Wales

World War One: Bravery of South Wales Borderers remembered

Dinner plate
Image caption An annual dinner marks the regiment's exploits

It isn't often the regimental silver comes out these days.

It is, after all, 45 years since the South Wales Borderers ceased to exist as a separate entity. But Gheluvelt Day is special, a day when veterans of the regiment recall the glories and sacrifices of those who went before them.

Every year they get together for a dinner. This year's was at Blackwood Rugby Club. Medals shone, a bugler played, diners took their places to Men of Harlech played by bandsmen of the Royal Welsh Regiment.

"Gheluvelt ranks alongside Rorke's Drift in the regiment's history," said Dennis Pitman a former South Wales Borderer, now chairman of the Islwyn Branch of the Royal Welsh Regimental Association.

"In the regiment it was always a day we celebrated," he said. "The Borderers stand there was crucial."

Armistice Day this year falls at the centenary of pivotal events in the course of World War One.

The war was then just months old and still a largely mobile conflict; the lines of trenches from the sea to Switzerland had yet to be dug.

From the early retreat at Mons, the small British Expeditionary Force (BEF) had fought through the "Miracle of the Marne", where the seemingly unstoppable German army was turned, to the stalemate of the Battle of the Aisne.

From the hills of northern France, the BEF found itself in a place few of the soldiers, or their loved ones back home, would have ever heard. That place was called Ypres.

It became known as the race to the sea. An attempt by Germany to achieve a decisive victory. In the third week of October they attacked.

At Zandvoorde a battalion of Royal Welsh Fusiliers was all but wiped out. At Gheluvelt it appeared the German army would achieve the breakthrough it was seeking.

The village was defended by soldiers from among others the South Wales Borderers, The Welsh Regiment and Scots Guards. By mid morning the Borderers were just about the only troops holding out. That stand and a bayonet charge by the Worcestershire Regiment saved the day and perhaps the war.
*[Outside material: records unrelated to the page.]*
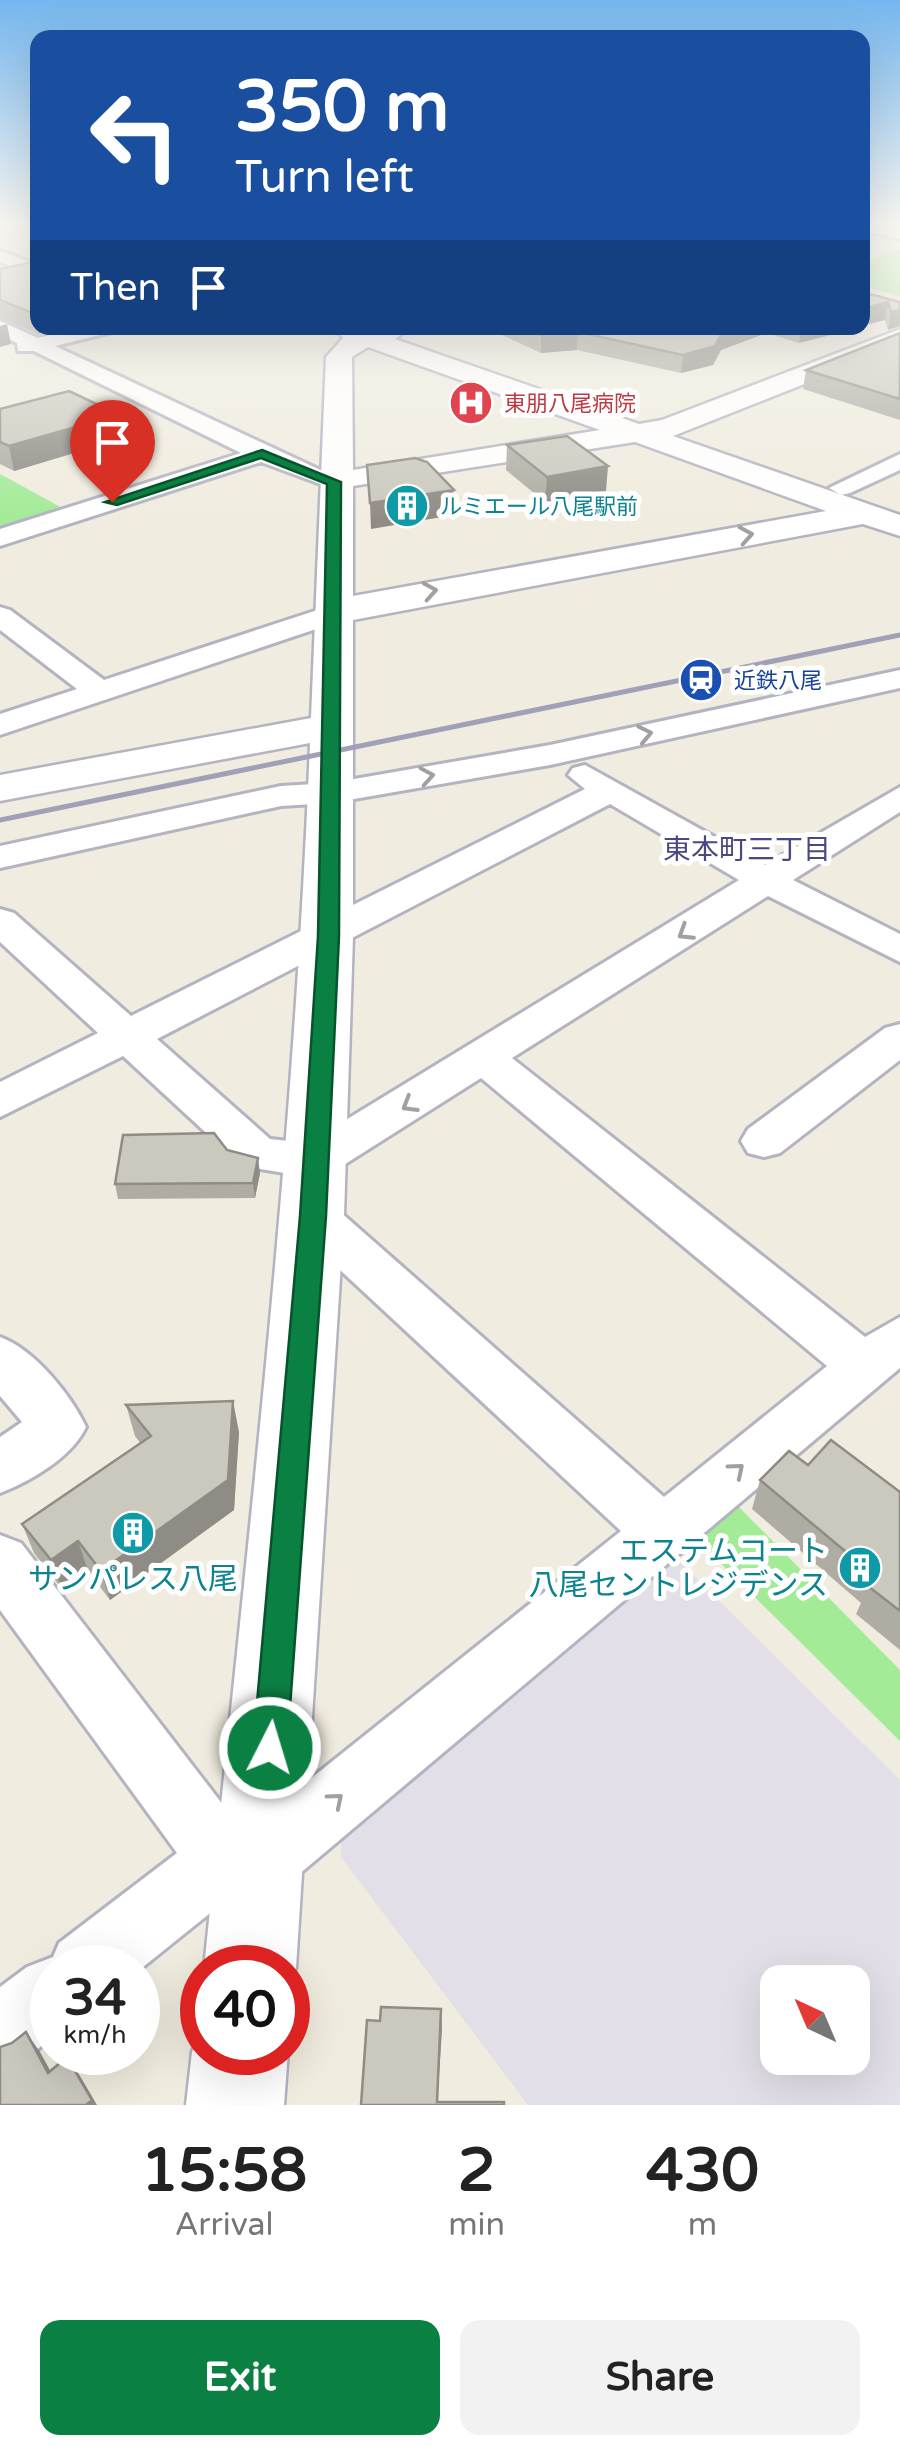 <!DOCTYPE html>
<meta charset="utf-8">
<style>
:root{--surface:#fff;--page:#f2f2f2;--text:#222;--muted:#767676;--accent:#0b8043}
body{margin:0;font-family:"Varela Round","Noto Sans JP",sans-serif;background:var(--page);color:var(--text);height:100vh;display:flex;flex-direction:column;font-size:38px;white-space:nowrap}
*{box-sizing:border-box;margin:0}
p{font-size:32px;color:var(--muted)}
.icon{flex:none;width:55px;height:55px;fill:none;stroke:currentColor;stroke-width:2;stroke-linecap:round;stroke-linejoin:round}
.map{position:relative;height:2105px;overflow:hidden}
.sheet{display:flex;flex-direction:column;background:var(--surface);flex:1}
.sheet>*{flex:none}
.top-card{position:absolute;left:30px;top:30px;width:840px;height:305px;border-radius:20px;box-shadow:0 10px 40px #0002;background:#1a4fa0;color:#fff;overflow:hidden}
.needle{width:65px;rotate:316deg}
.controls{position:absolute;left:760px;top:1965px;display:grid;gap:20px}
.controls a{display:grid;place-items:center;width:110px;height:110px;border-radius:20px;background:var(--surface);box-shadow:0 10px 40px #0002;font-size:50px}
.speed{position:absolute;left:30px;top:1945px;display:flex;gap:20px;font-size:50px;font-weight:700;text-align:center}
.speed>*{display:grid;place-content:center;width:130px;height:130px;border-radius:50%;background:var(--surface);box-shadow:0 10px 40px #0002;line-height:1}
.speed small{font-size:25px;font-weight:400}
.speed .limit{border:15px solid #d22;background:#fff;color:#111}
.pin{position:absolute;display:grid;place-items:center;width:85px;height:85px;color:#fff;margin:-102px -42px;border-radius:50% 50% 50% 0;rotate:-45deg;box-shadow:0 0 10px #0007}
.pin .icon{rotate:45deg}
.me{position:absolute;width:110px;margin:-55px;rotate:5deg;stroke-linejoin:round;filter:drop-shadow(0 0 8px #0008)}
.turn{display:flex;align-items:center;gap:35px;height:210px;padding:0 40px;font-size:45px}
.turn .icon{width:130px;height:130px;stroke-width:2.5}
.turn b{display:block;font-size:70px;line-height:85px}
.then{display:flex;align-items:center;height:95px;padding:0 40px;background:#0003;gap:20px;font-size:38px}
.eta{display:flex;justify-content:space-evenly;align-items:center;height:170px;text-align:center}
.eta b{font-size:60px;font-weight:800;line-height:70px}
.primary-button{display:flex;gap:20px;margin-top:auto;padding:20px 40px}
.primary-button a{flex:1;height:115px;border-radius:20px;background:var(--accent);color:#fff;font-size:40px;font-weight:800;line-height:115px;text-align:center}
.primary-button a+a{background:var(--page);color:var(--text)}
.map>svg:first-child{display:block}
</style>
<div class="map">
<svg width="900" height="2105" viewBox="0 0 900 2105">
<rect width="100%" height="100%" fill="#f0ecdf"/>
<!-- industrial -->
<path fill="#e3dfe8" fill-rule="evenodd" d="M671,1553L900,1780V2105H528L341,1857V1806ZM778,1982H852V2058H778Z"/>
<!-- green -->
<path fill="#a3eb97" d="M900,249V296L863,286V262Z
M0,474L66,510L0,531Z
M734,1502L900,1670V1741L694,1537Z"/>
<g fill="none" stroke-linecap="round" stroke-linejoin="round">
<!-- minor casing -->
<g stroke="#b3b3c2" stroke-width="6">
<path id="minor" d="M862,225L900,229V239L862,230Z
M0,251L38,265V277L0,262Z
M0,321L38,338L82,328H115L112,332L55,346L346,482L334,489L261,462L0,546V529L241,453L34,351H18L17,343L0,335Z
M900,454V470L850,493L841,495L829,488Z
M336,604L346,607L350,613L346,619L0,735V714L77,689L0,630V607L10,610L104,680Z
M900,670V688L550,765L331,803L281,806L0,868V846L281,786L331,783L550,745Z
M585,765L765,865L900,787V812L793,880L900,934V962L768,896L512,1058L865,1337L900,1317V1368L285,1886L261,1896L234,1894L138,1971L52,1968V2037L26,2059L0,2070V1987L27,1967L53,1957L59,1943L177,1853L0,1610V1535L21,1543L240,1827H250L621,1531L296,1229L289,1216L296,1203L313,1198L330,1203L664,1497L827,1366L481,1078L331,1173L315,1178L242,1166L123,1056L0,1117V1082L98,1033L0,942V909L14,913L131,1016L585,789L568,775L573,768ZM610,804L739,880L308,1143L270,1139L157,1039Z
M900,1024V1060L780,1153L764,1157L748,1153L741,1141L748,1129L885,1028Z
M0,1337C34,1349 71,1395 86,1427C72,1457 31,1481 0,1493V1437L22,1422L0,1396Z"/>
</g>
<!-- tertiary casing -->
<g stroke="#b3b3c2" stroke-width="5">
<path id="tertiary" d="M341,328H401L404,332L395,339L639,424L662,420L900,329V346L673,436L900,515V536L863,524L353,620V936L344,1216L296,1968L288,1989V1968H204C246,1560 294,1153 310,743L0,801V775L311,718L326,357L343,338L338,332ZM368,347L600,430L353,470L352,357ZM635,442L826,511L353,596V486Z
M202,2027V2052L288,2051L284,2105H186L192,2052Z"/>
</g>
<!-- minor -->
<use href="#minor" fill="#fff" fill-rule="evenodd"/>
<!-- tertiary -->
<use href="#tertiary" fill="#fff" fill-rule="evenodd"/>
<!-- rail -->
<path stroke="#a1a0b9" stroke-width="5" d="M0,820L900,635"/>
</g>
<!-- wall -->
<path fill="#afaca3" d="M38,261V328H68L38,334L0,318V269Z
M862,292L900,302L888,330L885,320Z
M487,328H857L799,343L767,333L721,350L713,365L681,373L577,350L541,353Z
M900,333V420L803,389L806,370Z
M0,409L113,412L117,436L114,437V441L14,471L0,464Z
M507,445L606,491L545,502L506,470Z
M227,1150L260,1173L255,1198L118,1199L115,1184Z
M126,1405L239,1432L234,1510L110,1600L88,1571L62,1589L34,1553L22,1524L141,1444L135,1436Z
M808,1465L900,1492V1650L856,1614L861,1603L752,1509L760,1480Z"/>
<!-- shaded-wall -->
<path fill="#8e8c85" d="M888,302L885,320L862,326V309Z
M900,310V326L888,330L891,312Z
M35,314H38V328H68L38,334Z
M7,324L11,344L0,347V326Z
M734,328H768L767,333L721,350L713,365L681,373L683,355L723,331Z
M801,328H857L799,343Z
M578,332L577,350L541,353V335Z
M113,412L117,436L114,437V441L14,471L9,446Z
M608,466L606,491L545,502L547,477Z
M454,490V515L371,529L370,503Z
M258,1158L260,1173L255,1198L253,1183Z
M233,1401L239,1432L234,1510L110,1600L101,1571Z
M78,1541L88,1571L62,1589L51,1560Z
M441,2009L442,2030L437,2105Z
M26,2032L40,2052L62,2092L48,2073Z
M67,2057L80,2076L97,2105H86Z"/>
<!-- building -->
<path fill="#cbc8be" stroke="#8e8c85" stroke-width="2.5" d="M38,261V314H35L0,300V269Z
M862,292L900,302V310L891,312L888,302L862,309Z
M526,328H734L723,331L715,346L683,355L578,332L541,335Z
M900,333V399L806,370Z
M69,391L113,412L105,414L111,417L9,446L0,442V409Z
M567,436L608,466L547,477L507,445Z
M415,458L427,462L454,490L370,503L367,465Z
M214,1133L227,1150L258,1158L253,1183L115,1184L123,1135Z
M233,1401L228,1480L101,1571L78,1541L51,1560L22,1524L151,1436L126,1405Z
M831,1440L900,1492V1611L868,1586L876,1577L760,1480L789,1451L808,1465Z
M381,2007L441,2009L437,2102H504V2105H361L367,2020L380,2021Z
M26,2032L48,2073L67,2057L92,2100L86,2105H0V2047L12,2043Z"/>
<!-- one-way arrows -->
<defs><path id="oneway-chevron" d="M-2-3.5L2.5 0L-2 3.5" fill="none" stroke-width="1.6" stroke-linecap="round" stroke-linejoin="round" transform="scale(2.5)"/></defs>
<g stroke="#a0a0a0">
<use href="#oneway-chevron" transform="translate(746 535) rotate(-10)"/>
<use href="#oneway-chevron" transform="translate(430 591) rotate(-10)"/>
<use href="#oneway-chevron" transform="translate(645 734) rotate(-12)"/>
<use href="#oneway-chevron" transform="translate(427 776) rotate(-10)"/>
<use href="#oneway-chevron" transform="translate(685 933) rotate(148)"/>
<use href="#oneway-chevron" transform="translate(409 1105) rotate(149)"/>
<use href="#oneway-chevron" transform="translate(737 1470) rotate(-40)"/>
<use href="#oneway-chevron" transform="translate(336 1800) rotate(-40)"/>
</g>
<!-- sky -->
<linearGradient id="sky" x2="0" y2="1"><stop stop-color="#75b6ef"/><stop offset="0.43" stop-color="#f8f6f1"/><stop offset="1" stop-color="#f8f6f1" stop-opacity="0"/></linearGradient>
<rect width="900" height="520" fill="url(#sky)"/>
<!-- route -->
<path fill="#0b8043" stroke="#07532c" stroke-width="2.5" d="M262,450L341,482L339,936L326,1216L287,1748L282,1760L270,1765L258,1760L253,1748L300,1216L318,936L327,484L261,458L117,505L105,502Z"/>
<!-- icons -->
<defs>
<g id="hospital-disc" transform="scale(2.25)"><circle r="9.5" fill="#e0444e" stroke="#fff"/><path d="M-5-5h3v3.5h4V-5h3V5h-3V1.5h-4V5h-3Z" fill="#fff"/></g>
<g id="building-disc" transform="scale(2.25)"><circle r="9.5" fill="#0f9aa8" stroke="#fff"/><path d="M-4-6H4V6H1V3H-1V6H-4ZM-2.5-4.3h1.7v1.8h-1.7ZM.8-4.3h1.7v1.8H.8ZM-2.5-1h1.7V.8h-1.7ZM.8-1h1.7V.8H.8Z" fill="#fff"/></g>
<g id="station-disc" transform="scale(2.25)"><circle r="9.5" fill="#1a4fb4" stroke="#fff"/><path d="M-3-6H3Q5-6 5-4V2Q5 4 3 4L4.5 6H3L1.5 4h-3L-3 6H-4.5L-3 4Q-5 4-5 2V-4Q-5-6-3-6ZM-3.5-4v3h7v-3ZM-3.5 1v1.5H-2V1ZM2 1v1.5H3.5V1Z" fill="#fff"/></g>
</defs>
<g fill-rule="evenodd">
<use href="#hospital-disc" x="471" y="403"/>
<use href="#building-disc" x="407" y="506"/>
<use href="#station-disc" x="701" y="680"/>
<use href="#building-disc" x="133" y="1533"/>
<use href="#building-disc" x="860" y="1568"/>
</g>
<g text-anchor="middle" stroke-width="10" stroke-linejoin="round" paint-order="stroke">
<!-- far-health labels -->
<g font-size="22" fill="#be3a42" stroke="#fff" text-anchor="start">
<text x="504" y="411">東朋八尾病院</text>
</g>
<!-- far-culture labels -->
<g font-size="22" fill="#0d838f" stroke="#fff" text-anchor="start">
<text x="440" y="514">ルミエール八尾駅前</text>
</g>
<!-- far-transit labels -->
<g font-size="22" fill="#164399" stroke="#fff" text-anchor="start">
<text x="734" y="688">近鉄八尾</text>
</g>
<!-- neighbourhood labels -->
<g font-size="28" fill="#494883" stroke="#fff">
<text x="747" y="859">東本町三丁目</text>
</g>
<!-- near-culture labels -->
<g font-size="30" fill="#0d838f" stroke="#fff" text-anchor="end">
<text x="828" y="1561">エステムコート<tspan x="828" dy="34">八尾セントレジデンス</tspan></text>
<text x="133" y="1589" text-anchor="middle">サンパレス八尾</text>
</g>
</g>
</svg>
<div class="controls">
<a><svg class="needle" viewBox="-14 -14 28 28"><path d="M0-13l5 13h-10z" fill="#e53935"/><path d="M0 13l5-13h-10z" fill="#767676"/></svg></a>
</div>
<div class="speed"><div>34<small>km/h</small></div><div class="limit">40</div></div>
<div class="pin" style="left:112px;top:502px;background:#d93025"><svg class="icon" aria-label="arrive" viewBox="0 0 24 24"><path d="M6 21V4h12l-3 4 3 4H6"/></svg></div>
<svg class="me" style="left:270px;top:1748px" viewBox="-20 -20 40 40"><circle r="17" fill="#0b8043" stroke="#fff" stroke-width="3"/><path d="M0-11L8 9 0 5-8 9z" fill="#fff"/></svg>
<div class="top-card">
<div class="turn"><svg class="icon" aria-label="left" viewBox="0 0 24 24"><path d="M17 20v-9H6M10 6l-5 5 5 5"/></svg><div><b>350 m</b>Turn left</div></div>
<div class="then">Then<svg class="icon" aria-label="arrive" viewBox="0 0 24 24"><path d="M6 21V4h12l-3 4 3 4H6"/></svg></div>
</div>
</div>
<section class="sheet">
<div class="eta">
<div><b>15:58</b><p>Arrival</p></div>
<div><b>2</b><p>min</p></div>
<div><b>430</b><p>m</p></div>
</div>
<div class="primary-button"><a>Exit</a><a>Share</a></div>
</section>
The assessment of David Hughes from the south Wales branch of the Western Front Association is stark.

"The defence of Gheluvelt by the BEF was vital to keep the Germans out," he said.

"If Gheluvelt had fallen it is possible the war would have been over fairly quickly and the BEF would have been if not annihilated but encircled completely and would have had to more or less surrender."

Image copyright Hulton Archive/Getty
Image caption The remainder of B company of the South Wales Borderers after Rorke's Drift in 1879

SOUTH WALES BORDERERS' HISTORY

  • The regimental history of the South Wales Borderers goes back to 1689. Then it was called the 24th Regiment of Foot
  • The regiment fought at Blenheim, Talavera and the South African Wars
  • At Rorke's Drift, made famous by the film Zulu, seven soldiers from the regiment were awarded the Victoria Cross
  • In 1881, the regiment was renamed the South Wales Borderers. A reorganisation in 1969 saw the SWB merge with Welch Regiment (renamed from the Welsh Regiment) to form the Royal Regiment of Wales
  • On St David's Day 2006 the Royal Regiment of Wales was amalgamated with the Royal Welch

Contemporary reports say the British forces were outnumbered 10 to one. That is certainly an exaggeration but in their stand the Borderers saw 80 men killed and four times that number wounded. There will have been many acts of bravery that day.

Image caption Jack Dunn rescued 11 injured soldiers
Image caption There was no recognition of Jack's bravery, as no officers witnessed it
Image caption A parade in Worcester marking the Battle of Gheluvelt

Dowlais-born Jack Dunn's is among the most remarkable. Under heavy gunfire he returned time and time again to rescue 11 wounded comrades. He never spoke of it. Jack's family only found out what he had done from letters discovered after his death.

Mr Dunn's granddaughter Carole Leyshon takes up the story.

"Reading the letters there was a lot of confusion there, there were a lot of injured and he just saw the injured men," said Ms Leyshon.

"Nothing else was in his mind and he ran and got the one injured man back and then back and fore until he rescued 11 people."

Letters were written to the high command to try to win Jack recognition. Many believed he deserved a Victoria Cross. But no medals were awarded. With so many of the Borderers' officers dead or wounded none had witnessed his heroism.

'Spur of the moment'

"Nothing happened at all because there was no officer present," said Ms Leyshon.

"Maybe if my grandfather had pushed and done something himself he'd have had more recognition. But obviously he didn't, he didn't want recognition for it. It was something he did on the spur of the moment. If we hadn't found the records we would never have known."

All but a handful of those killed at Gheluvelt are remembered on the Menin Gate in Ypres. The memorial is to those who have no known grave. The war had already claimed tens of thousands of lives but it was to carry on for four more years.